What is needed
Below are some records. Reproduce them exactly from their first line through the line with "Road topology of", inclusive.

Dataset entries
-------
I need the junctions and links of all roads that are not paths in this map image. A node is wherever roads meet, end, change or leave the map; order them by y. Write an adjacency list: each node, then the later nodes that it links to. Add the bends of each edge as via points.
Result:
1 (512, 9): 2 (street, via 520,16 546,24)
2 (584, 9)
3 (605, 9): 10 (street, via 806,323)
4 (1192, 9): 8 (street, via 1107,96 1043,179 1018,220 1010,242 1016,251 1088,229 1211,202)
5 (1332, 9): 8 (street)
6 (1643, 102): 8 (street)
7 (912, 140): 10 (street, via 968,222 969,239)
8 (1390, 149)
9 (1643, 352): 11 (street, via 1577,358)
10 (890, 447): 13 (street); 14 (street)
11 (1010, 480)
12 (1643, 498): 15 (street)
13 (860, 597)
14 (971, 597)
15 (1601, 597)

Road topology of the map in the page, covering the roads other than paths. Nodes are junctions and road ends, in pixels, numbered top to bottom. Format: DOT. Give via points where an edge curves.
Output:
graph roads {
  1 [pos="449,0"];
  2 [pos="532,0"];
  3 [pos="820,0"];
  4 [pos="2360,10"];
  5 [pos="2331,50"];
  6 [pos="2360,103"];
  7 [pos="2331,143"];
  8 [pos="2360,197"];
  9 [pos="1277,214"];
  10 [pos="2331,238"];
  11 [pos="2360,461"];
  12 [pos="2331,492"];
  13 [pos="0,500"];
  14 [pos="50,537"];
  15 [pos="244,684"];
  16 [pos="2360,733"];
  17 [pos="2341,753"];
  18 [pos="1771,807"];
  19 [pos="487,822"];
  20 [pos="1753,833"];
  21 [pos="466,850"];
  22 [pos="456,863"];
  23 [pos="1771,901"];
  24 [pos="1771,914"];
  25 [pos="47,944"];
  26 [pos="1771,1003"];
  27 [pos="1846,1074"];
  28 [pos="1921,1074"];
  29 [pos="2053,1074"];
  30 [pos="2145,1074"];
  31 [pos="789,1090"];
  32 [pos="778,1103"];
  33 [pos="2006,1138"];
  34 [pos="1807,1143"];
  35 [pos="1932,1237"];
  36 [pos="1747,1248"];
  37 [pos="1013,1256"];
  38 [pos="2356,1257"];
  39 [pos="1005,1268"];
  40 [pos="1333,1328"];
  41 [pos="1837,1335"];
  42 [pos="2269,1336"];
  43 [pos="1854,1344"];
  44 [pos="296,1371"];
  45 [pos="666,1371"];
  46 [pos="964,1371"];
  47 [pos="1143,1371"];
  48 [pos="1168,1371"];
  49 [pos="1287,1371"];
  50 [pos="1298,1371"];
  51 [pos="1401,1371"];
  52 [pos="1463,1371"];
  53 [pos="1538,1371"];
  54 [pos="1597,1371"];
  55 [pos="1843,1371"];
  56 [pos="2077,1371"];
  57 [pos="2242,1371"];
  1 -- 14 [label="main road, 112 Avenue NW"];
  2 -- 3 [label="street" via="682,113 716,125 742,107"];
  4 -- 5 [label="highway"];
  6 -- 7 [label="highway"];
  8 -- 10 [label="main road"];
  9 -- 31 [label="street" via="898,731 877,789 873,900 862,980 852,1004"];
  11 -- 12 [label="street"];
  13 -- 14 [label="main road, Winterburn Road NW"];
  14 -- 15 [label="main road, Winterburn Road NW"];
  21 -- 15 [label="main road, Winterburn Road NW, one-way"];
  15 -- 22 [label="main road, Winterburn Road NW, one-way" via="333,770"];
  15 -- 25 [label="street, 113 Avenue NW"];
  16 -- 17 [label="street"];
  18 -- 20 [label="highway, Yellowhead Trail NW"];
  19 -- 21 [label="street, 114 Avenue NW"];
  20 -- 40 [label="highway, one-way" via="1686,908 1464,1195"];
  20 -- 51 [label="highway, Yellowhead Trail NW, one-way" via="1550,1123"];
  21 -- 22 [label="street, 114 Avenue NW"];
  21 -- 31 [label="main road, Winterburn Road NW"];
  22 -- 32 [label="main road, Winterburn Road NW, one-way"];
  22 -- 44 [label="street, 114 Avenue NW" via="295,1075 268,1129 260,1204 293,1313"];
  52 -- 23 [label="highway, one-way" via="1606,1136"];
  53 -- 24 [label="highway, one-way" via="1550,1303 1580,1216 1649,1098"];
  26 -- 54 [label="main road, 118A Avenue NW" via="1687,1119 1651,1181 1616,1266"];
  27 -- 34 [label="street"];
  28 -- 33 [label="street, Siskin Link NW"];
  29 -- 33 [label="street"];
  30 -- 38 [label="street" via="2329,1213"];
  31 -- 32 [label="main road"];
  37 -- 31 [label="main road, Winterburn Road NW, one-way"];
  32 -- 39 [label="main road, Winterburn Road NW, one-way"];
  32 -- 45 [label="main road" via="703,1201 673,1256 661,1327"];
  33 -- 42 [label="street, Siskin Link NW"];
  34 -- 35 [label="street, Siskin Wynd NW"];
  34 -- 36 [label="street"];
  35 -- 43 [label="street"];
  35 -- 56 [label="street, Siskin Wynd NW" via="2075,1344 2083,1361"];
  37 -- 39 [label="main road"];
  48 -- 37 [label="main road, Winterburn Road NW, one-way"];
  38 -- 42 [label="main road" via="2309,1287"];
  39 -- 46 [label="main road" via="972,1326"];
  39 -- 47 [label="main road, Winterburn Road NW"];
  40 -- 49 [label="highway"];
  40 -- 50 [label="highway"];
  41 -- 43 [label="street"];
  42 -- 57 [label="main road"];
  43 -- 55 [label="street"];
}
-------
Exercise solution
I need the junctions and links of all roads that are not paths in this map image. A node is wherever roads meet, end, change or leave the map; order them by y. Write an adjacency list: each node, then the later nodes that it links to. Add the bends of each edge as via points.
Result:
1 (512, 9): 2 (street, via 520,16 546,24)
2 (584, 9)
3 (605, 9): 10 (street, via 806,323)
4 (1192, 9): 8 (street, via 1107,96 1043,179 1018,220 1010,242 1016,251 1088,229 1211,202)
5 (1332, 9): 8 (street)
6 (1643, 102): 8 (street)
7 (912, 140): 10 (street, via 968,222 969,239)
8 (1390, 149)
9 (1643, 352): 11 (street, via 1577,358)
10 (890, 447): 13 (street); 14 (street)
11 (1010, 480)
12 (1643, 498): 15 (street)
13 (860, 597)
14 (971, 597)
15 (1601, 597)

Road topology of the map in the page, covering the roads other than paths. Nodes are junctions and road ends, in pixels, numbered top to bottom. Format: DOT. Give via points where an edge curves.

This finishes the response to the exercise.